Dossier : IMM-2758-02

Référence : 2004 CF 143

Montréal (Québec), le 29 janvier 2004

Présente : L'honorable juge Tremblay-Lamer

ENTRE :

                               ALISSA KHON

                                                    partie demanderesse

                                    et

                     LE MINISTRE DE LA CITOYENNETÉ

                          ET DE L'IMMIGRATION

                                                    partie défenderesse

                  MOTIFS DE L'ORDONNANCE ET ORDONNANCE

[1]                 Il s'agit d'une demande de contrôle judiciaire à l'encontre d'une décision de la Section du statut de réfugié de la Commission de l'immigration et du statut du réfugié ( « le tribunal » ), selon laquelle la demanderesse n'est pas une réfugiée au sens de la Convention.

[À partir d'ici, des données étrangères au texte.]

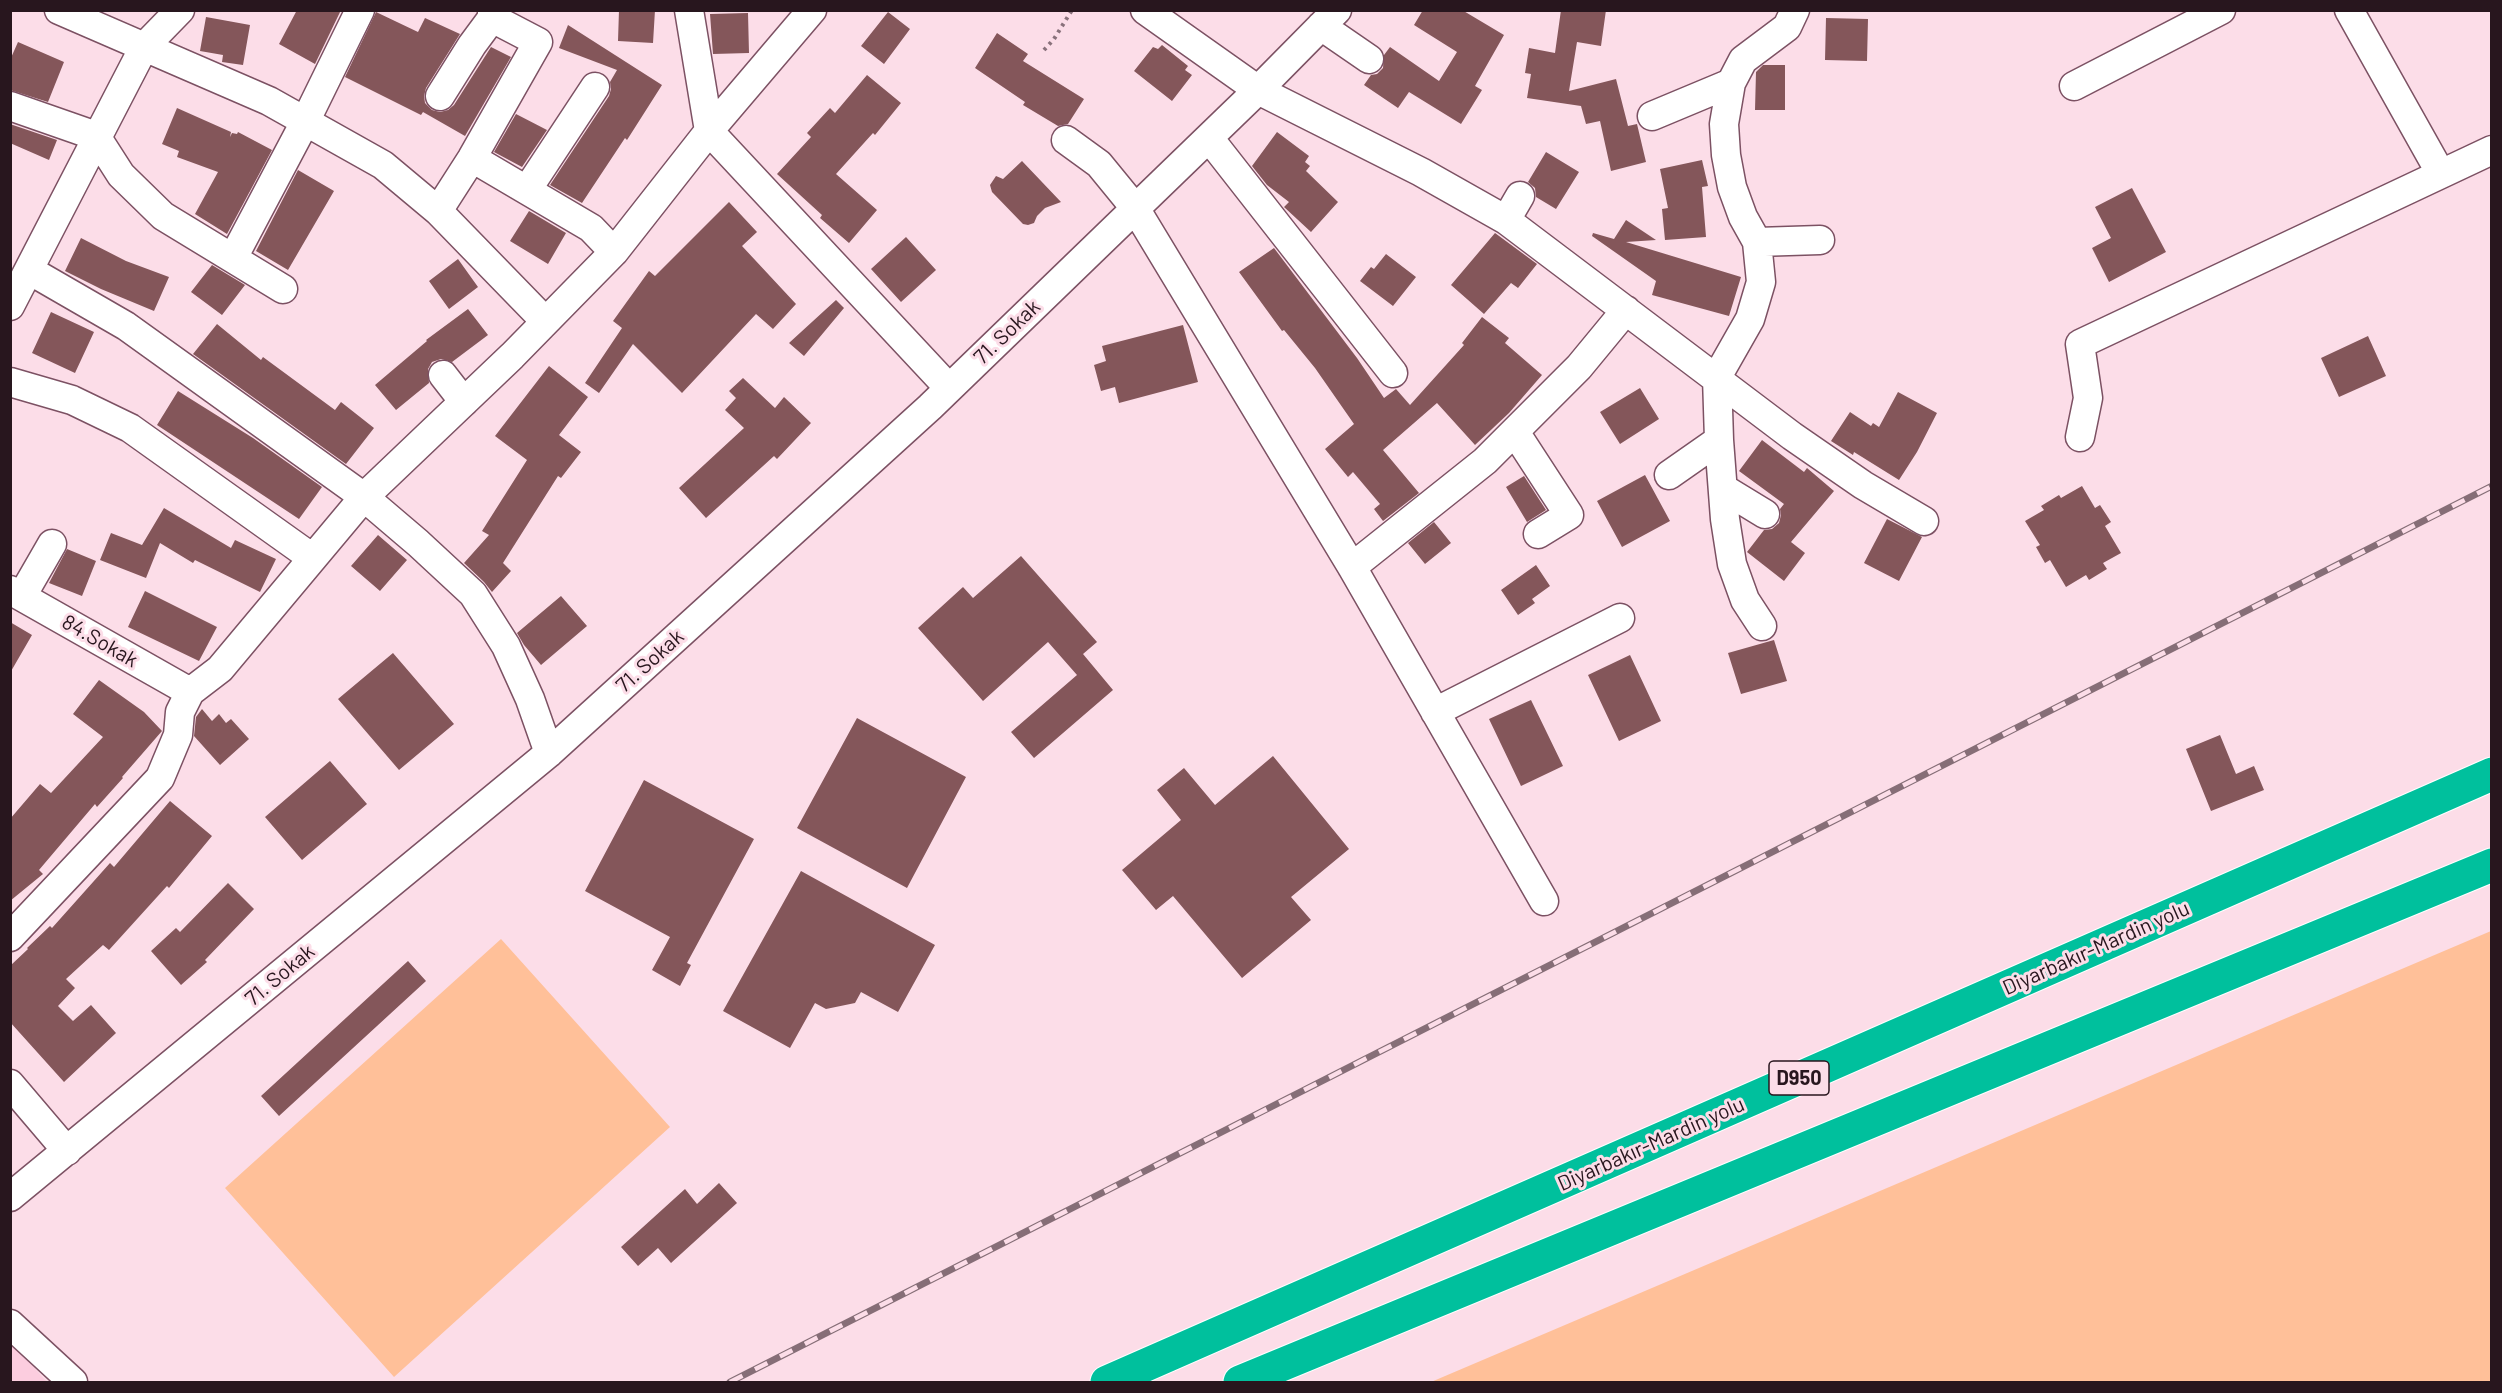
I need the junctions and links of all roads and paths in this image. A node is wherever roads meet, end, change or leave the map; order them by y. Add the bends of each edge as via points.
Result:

[2]                 Les faits sont résumés comme suit par le tribunal dans sa décision :

[3]                 La demanderesse est une jeune femme de 22 ans.

[4]                 À la fin de juin 2000, une amie lui présenta un jeune Kazakh, un nommé Nurzhan Zhakenov, avec qui elle a établi une relation intime.

[5]                 Cependant, ayant détecté en lui une certaine arrogance et supériorité, traits qu'elle n'appréciait aucunement, elle lui suggéra de prendre un recul afin de lui donner le temps de réfléchir, ce qu'il ne prit guère. Il l'appela à maintes reprises pour l'insulter.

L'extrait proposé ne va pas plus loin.